WHAT THE EXERCISE ASKS -> Among the entries below, which lines include the string "graph"? Show each one.

EXTRACTED RECORDS ->
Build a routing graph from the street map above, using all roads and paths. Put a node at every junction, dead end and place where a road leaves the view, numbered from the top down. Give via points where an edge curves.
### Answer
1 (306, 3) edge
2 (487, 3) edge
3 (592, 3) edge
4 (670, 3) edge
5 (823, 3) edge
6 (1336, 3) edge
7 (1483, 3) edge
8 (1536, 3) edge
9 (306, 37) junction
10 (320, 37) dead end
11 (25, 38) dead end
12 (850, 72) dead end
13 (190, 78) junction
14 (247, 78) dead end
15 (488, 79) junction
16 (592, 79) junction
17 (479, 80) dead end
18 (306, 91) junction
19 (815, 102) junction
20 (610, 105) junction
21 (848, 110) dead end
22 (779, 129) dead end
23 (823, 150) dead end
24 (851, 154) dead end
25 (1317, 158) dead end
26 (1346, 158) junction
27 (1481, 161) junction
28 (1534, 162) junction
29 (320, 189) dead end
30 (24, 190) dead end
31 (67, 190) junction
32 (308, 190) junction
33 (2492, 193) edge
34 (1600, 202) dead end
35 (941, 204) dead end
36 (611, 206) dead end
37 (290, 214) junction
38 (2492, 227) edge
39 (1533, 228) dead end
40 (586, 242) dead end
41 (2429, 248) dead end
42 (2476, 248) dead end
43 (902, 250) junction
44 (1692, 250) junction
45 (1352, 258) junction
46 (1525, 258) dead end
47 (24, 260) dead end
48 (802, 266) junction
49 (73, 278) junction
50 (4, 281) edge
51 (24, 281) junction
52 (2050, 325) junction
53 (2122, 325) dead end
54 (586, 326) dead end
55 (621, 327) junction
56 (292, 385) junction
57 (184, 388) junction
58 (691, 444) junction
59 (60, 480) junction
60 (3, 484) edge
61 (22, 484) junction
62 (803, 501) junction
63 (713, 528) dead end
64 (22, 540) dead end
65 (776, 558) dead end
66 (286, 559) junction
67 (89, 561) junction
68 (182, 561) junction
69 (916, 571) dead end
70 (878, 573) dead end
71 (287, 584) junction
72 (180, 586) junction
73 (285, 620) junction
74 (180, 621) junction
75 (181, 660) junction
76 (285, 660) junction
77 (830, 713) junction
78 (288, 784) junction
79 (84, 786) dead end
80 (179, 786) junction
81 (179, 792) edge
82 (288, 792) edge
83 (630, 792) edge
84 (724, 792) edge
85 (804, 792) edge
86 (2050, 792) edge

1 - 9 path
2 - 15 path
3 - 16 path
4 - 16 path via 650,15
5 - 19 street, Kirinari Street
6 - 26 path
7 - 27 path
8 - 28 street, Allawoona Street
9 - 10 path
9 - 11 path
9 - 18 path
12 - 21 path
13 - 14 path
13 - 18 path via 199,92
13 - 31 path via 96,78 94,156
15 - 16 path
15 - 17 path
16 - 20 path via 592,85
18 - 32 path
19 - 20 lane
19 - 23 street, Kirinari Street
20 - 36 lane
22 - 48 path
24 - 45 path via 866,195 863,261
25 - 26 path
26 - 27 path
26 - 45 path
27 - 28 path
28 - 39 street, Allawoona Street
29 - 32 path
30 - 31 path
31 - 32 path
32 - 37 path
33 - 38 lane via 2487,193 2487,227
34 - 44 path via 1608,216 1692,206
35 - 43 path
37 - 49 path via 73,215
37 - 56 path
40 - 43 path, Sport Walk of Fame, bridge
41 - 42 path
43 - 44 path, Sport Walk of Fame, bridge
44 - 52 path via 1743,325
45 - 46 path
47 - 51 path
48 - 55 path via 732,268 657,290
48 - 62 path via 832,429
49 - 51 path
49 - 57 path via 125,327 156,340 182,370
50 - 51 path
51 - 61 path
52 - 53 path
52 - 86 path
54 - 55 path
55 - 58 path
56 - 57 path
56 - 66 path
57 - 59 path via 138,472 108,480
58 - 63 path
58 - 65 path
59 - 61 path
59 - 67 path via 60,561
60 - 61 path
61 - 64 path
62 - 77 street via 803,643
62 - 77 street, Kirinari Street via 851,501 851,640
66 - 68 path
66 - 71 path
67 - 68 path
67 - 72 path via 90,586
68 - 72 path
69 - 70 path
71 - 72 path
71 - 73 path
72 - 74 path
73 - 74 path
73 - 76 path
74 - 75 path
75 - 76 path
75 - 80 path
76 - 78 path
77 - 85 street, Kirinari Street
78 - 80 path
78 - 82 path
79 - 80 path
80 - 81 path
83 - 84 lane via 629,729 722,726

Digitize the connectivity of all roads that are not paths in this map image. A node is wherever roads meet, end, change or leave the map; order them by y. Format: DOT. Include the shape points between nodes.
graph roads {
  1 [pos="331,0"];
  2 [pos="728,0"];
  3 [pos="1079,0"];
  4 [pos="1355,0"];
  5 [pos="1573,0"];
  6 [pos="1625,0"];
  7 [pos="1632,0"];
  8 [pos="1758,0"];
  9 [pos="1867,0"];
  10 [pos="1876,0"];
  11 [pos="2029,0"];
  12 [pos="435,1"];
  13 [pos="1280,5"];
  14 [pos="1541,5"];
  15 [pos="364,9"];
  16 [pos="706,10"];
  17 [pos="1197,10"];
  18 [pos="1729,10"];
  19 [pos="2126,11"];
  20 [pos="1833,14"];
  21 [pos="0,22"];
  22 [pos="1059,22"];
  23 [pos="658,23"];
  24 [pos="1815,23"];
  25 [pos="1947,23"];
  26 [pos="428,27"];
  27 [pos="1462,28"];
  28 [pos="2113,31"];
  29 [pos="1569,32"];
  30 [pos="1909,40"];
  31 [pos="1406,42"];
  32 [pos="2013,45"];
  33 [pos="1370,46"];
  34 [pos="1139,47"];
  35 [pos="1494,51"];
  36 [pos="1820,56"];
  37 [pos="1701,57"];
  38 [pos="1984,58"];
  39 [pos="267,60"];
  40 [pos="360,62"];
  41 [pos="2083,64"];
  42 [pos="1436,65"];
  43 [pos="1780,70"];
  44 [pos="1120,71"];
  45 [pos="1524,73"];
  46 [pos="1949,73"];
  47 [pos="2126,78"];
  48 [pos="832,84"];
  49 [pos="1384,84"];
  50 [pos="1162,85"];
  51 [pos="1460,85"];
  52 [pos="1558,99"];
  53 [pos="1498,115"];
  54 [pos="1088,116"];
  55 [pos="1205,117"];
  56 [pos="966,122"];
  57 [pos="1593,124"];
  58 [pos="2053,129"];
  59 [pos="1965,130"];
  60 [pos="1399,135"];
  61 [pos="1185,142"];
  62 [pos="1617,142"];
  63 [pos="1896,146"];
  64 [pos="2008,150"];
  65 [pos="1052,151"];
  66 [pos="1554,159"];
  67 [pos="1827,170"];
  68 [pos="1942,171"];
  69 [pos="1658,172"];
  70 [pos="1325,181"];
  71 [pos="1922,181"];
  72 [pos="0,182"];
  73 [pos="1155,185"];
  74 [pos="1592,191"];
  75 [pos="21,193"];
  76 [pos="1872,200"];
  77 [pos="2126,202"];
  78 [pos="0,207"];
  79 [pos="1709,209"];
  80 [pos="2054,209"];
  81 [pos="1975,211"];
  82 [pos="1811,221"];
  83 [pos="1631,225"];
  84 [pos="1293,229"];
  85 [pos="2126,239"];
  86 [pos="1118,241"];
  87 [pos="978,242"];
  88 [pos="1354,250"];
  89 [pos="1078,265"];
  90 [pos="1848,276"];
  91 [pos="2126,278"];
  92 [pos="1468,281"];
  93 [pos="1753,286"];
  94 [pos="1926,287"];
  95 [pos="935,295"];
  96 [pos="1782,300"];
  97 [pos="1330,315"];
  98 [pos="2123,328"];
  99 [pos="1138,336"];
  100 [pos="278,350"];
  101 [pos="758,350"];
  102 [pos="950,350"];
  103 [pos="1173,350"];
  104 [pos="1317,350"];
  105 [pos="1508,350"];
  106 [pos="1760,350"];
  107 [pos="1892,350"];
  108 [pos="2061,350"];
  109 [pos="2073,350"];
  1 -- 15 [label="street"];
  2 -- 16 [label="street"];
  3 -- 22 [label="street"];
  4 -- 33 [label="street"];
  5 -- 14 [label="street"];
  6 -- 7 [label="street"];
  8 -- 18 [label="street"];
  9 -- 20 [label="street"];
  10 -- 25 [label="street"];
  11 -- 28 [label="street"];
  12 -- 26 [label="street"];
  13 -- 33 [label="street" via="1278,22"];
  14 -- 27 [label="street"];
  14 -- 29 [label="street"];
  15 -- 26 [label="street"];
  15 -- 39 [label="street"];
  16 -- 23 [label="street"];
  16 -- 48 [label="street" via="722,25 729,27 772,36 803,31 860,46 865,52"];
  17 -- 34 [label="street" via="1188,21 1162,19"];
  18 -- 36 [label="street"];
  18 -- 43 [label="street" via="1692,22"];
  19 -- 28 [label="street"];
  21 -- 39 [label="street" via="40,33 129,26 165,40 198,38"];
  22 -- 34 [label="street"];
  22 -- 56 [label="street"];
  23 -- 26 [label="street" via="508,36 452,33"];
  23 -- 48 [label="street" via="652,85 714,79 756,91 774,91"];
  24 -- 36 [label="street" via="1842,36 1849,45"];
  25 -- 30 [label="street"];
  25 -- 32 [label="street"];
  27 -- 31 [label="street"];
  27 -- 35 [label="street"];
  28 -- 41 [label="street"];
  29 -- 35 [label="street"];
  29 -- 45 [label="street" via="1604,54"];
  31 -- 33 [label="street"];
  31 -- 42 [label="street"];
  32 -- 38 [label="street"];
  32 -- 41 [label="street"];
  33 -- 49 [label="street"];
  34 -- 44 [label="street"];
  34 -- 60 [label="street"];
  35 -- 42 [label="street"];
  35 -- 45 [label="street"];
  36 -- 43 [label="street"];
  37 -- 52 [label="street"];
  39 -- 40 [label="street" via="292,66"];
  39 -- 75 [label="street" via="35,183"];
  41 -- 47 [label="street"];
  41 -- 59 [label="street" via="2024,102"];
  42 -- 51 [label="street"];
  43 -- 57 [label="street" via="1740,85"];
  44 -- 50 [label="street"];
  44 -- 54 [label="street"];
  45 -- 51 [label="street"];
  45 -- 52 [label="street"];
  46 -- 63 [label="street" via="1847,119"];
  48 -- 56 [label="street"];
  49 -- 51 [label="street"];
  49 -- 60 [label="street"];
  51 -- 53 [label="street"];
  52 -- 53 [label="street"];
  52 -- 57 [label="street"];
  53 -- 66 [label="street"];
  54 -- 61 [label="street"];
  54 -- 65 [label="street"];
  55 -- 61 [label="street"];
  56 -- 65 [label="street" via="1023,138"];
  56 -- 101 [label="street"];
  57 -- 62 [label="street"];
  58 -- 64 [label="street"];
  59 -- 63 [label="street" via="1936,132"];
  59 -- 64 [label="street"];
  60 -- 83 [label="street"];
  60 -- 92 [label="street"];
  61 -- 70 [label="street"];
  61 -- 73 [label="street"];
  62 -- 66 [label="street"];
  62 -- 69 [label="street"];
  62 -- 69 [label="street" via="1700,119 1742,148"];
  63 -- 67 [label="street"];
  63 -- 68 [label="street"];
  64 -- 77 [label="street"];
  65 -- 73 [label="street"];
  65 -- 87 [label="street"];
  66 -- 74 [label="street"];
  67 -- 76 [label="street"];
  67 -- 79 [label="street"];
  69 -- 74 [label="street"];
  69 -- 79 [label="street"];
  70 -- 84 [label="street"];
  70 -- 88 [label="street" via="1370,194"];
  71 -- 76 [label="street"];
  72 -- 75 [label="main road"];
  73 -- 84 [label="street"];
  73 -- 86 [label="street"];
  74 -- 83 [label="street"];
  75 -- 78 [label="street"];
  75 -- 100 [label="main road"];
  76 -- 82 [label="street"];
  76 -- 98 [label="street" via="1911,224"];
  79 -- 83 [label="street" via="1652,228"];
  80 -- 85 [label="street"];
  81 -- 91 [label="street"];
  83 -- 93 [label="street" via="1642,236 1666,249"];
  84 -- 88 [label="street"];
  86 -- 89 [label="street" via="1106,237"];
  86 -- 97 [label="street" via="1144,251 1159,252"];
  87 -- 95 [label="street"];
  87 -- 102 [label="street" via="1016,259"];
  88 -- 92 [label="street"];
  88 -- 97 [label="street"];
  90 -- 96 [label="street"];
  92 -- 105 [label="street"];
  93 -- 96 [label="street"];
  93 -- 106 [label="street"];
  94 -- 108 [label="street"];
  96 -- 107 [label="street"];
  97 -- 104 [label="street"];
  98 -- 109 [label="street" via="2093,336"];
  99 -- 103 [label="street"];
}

SOLUTION TO THE EXERCISE ->
Build a routing graph from the street map above, using all roads and paths. Put a node at every junction, dead end and place where a road leaves the view, numbered from the top down. Give via points where an edge curves.
graph roads {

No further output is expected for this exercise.